Under the federal Clean Water Act, states need to update their standards to deal with pollutants. Since 1992, the state has operated under the assumption that average daily consumption of fish was 6.5 grams, or about one can of tuna per month. Admittedly, that is low, especially for Native Americans, so the state revised the level to 175 grams per day, about the size of a small fillet.
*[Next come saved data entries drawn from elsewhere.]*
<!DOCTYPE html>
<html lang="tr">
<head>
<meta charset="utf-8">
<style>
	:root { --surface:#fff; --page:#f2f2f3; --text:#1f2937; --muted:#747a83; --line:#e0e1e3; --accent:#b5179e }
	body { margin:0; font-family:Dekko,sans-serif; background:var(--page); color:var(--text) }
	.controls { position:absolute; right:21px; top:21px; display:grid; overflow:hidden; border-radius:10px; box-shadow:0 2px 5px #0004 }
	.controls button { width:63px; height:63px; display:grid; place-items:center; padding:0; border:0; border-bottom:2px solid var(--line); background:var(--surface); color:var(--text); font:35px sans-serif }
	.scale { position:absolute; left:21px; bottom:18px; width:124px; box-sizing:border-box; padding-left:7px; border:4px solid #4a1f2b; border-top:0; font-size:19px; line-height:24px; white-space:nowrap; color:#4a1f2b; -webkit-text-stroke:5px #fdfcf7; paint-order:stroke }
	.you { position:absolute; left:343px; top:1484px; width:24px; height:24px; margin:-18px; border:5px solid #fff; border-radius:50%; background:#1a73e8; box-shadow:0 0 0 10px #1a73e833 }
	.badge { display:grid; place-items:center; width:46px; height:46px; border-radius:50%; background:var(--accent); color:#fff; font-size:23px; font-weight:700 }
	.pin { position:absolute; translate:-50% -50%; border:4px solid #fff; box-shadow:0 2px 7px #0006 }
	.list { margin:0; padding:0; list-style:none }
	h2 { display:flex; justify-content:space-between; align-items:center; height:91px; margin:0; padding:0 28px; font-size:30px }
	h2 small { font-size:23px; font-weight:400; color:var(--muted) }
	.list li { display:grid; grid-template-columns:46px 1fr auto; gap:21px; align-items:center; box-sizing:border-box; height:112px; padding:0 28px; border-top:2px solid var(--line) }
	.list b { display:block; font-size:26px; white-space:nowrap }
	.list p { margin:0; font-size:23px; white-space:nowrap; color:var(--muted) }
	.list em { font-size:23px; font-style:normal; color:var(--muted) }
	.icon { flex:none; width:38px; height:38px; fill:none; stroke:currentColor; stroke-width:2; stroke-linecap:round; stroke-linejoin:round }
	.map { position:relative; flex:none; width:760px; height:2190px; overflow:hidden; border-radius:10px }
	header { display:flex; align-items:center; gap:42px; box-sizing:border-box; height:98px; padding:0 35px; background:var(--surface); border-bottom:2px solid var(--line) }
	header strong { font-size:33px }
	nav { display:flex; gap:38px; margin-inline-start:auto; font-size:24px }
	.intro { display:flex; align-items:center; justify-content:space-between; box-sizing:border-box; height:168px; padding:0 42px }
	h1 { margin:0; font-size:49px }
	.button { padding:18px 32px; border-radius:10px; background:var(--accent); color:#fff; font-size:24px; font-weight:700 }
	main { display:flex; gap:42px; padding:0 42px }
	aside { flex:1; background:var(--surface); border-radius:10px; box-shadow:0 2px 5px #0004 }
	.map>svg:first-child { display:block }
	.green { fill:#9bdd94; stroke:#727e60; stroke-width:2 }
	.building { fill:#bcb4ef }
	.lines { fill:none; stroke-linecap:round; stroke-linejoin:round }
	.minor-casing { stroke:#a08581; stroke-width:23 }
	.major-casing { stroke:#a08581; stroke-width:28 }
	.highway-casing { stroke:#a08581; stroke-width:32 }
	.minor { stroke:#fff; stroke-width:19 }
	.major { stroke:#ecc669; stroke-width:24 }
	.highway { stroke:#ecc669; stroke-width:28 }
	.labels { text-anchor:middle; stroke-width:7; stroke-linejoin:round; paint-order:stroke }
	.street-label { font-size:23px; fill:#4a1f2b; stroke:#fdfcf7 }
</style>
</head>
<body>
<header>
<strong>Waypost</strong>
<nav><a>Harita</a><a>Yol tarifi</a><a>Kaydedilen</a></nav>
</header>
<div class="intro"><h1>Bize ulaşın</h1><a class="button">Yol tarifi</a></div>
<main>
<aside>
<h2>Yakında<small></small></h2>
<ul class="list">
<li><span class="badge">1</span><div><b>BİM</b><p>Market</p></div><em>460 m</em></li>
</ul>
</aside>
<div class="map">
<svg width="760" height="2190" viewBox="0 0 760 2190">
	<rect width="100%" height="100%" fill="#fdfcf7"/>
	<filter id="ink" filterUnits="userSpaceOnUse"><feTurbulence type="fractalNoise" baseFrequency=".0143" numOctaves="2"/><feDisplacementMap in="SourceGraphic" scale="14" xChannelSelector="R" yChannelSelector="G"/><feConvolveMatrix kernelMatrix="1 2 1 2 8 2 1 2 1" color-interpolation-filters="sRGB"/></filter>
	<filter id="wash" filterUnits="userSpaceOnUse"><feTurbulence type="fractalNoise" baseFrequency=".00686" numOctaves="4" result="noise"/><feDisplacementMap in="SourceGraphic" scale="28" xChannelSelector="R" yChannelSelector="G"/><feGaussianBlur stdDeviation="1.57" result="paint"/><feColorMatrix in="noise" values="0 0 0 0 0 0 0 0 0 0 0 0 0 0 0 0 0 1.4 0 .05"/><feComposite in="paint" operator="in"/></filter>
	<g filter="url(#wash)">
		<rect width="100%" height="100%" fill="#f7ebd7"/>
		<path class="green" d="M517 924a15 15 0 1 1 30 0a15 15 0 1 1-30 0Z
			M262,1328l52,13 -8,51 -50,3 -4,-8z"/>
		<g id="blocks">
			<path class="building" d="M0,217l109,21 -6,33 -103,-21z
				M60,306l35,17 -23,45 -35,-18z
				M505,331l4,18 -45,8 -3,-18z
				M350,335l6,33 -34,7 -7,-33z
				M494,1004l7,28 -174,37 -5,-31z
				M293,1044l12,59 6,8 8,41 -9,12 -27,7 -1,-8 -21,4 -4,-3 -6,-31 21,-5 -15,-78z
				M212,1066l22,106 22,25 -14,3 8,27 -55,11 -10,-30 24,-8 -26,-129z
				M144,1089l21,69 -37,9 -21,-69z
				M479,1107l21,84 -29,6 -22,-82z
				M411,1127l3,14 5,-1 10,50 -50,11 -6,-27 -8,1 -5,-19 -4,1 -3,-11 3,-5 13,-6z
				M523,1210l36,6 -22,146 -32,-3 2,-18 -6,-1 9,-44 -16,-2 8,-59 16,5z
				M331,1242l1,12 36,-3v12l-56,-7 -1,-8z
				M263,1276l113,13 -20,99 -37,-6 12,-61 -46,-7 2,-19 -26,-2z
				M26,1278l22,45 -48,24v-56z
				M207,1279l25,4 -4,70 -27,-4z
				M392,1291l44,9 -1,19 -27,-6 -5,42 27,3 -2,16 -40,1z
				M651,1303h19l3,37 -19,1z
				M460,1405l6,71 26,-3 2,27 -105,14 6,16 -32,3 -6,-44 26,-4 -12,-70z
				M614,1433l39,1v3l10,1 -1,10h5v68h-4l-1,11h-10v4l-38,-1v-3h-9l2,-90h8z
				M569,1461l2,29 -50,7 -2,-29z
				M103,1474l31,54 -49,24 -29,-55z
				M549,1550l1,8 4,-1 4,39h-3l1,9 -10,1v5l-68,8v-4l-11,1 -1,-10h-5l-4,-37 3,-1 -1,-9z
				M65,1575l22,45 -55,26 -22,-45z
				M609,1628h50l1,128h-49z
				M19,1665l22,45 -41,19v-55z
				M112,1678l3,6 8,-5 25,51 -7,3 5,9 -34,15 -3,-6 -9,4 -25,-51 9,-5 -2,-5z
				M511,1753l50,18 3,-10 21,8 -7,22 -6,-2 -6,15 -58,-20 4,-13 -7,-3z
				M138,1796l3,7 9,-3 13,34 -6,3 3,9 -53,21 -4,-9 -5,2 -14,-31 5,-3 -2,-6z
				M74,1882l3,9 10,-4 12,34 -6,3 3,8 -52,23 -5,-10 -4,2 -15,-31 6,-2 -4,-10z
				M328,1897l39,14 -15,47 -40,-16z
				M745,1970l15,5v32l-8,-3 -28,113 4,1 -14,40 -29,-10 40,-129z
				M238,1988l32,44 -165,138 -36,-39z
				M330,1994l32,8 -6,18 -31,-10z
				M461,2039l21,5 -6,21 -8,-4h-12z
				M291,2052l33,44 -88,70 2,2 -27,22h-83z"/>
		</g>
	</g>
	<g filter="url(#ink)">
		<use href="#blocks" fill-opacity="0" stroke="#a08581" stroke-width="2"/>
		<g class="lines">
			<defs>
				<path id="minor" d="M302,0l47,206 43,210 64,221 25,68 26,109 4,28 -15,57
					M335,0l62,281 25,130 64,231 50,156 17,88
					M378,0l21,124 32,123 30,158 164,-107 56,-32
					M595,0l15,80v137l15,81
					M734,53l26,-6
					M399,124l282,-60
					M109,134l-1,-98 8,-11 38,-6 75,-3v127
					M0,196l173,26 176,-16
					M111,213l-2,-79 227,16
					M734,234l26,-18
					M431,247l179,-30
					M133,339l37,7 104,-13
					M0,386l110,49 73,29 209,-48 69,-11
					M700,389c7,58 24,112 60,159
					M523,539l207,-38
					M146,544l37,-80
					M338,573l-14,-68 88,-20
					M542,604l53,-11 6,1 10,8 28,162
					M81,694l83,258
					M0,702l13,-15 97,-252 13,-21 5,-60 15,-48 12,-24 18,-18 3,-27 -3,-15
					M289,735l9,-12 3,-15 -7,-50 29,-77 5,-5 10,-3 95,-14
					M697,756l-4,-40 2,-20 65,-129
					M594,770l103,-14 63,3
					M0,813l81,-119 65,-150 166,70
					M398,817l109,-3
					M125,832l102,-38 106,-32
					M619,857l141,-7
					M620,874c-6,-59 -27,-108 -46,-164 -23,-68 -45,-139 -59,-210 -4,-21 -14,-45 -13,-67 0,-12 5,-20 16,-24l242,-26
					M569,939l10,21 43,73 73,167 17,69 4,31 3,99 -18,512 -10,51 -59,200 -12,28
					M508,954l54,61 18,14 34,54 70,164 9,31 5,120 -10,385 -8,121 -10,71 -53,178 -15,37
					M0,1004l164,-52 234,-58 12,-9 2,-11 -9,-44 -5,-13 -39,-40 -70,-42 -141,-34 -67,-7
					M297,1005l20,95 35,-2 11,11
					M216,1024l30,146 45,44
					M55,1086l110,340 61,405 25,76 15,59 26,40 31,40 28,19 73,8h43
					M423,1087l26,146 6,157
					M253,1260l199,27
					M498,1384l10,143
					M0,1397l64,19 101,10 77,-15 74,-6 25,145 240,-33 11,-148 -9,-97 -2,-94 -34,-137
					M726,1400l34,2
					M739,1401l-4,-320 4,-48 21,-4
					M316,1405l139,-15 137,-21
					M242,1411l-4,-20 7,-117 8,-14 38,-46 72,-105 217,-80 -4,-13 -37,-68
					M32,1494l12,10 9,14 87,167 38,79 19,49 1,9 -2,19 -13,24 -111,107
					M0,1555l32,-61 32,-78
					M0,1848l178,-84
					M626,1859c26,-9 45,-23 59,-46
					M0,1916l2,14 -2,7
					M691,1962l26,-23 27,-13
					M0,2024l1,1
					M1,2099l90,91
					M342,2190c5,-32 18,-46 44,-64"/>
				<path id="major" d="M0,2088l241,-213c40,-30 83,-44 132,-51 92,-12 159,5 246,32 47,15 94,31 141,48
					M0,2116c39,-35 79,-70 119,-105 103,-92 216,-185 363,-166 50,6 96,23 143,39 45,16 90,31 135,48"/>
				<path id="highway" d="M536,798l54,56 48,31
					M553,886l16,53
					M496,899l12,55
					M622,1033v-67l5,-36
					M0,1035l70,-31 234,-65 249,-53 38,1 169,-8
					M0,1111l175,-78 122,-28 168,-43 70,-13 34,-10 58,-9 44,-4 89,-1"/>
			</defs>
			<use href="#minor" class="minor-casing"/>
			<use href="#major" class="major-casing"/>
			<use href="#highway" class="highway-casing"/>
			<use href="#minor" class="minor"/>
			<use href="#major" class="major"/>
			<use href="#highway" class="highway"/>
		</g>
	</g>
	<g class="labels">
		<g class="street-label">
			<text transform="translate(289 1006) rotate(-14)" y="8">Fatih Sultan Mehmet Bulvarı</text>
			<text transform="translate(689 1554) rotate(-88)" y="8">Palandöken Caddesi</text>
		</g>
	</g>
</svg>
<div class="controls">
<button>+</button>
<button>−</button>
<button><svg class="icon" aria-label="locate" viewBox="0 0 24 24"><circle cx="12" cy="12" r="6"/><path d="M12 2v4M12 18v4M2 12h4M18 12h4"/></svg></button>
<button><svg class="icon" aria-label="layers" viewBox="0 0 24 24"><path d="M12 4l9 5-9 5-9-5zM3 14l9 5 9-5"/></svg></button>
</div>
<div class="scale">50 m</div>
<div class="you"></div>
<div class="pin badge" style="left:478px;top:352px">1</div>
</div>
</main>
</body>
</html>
In addition, the state proposed a cancer risk level of 1 in 100,000, a rate that the Environmental Protection Agency has accepted in other instances. The fear was the state would match Oregon’s standard of 1 in a million, which sounds safer but is unachievable with current technology. It might as well be 1 in a billion.

This is a rare case in which industry leaders and unions are on the same side because they fear businesses will be forced to shut their doors or move their jobs to another state.

Region 10 of the EPA has hinted strongly it is more enamored with Oregon’s standard. In March, it sent a letter to the state Department of Ecology saying the state’s proposal, which was undergoing public comment, would probably not pass muster. It made no mention of the pending toxins bill the governor called for.

Inslee figured he could mollify the EPA if he could persuade the Legislature to pass a bill that would mitigate or eliminate some toxic chemicals before they washed into waterways. Such “non-point” pollution isn’t covered under the Clean Water Act, which means the onus is on direct dischargers, such as municipal wastewater plants, power companies, Boeing and pulp and paper manufacturers, including the Inland Empire Paper Co., an affiliate of The Spokesman-Review.

But the Legislature did not pass the toxins bill, and Inslee is using that as an excuse for the state to start over. The deadline is December, or the EPA, which is working on its own plan, will take charge.

At some point, preferably on the federal level, non-point source pollutants must be addressed because waterways are being polluted from chemicals that are ferried by stormwater runoff. In the meantime, it makes no sense to place unrealistic regulations on direct dischargers that have already spent significant sums on mitigation.

The plan Inslee initially touted explains why it was still worth pursuing. The Clean Water Act addresses 96 chemicals, and the state would’ve imposed stricter controls on 70 of them without backsliding on the remainder.

Realistic goals yield cleaner waterways. Moving the goalposts outside the arena solves nothing.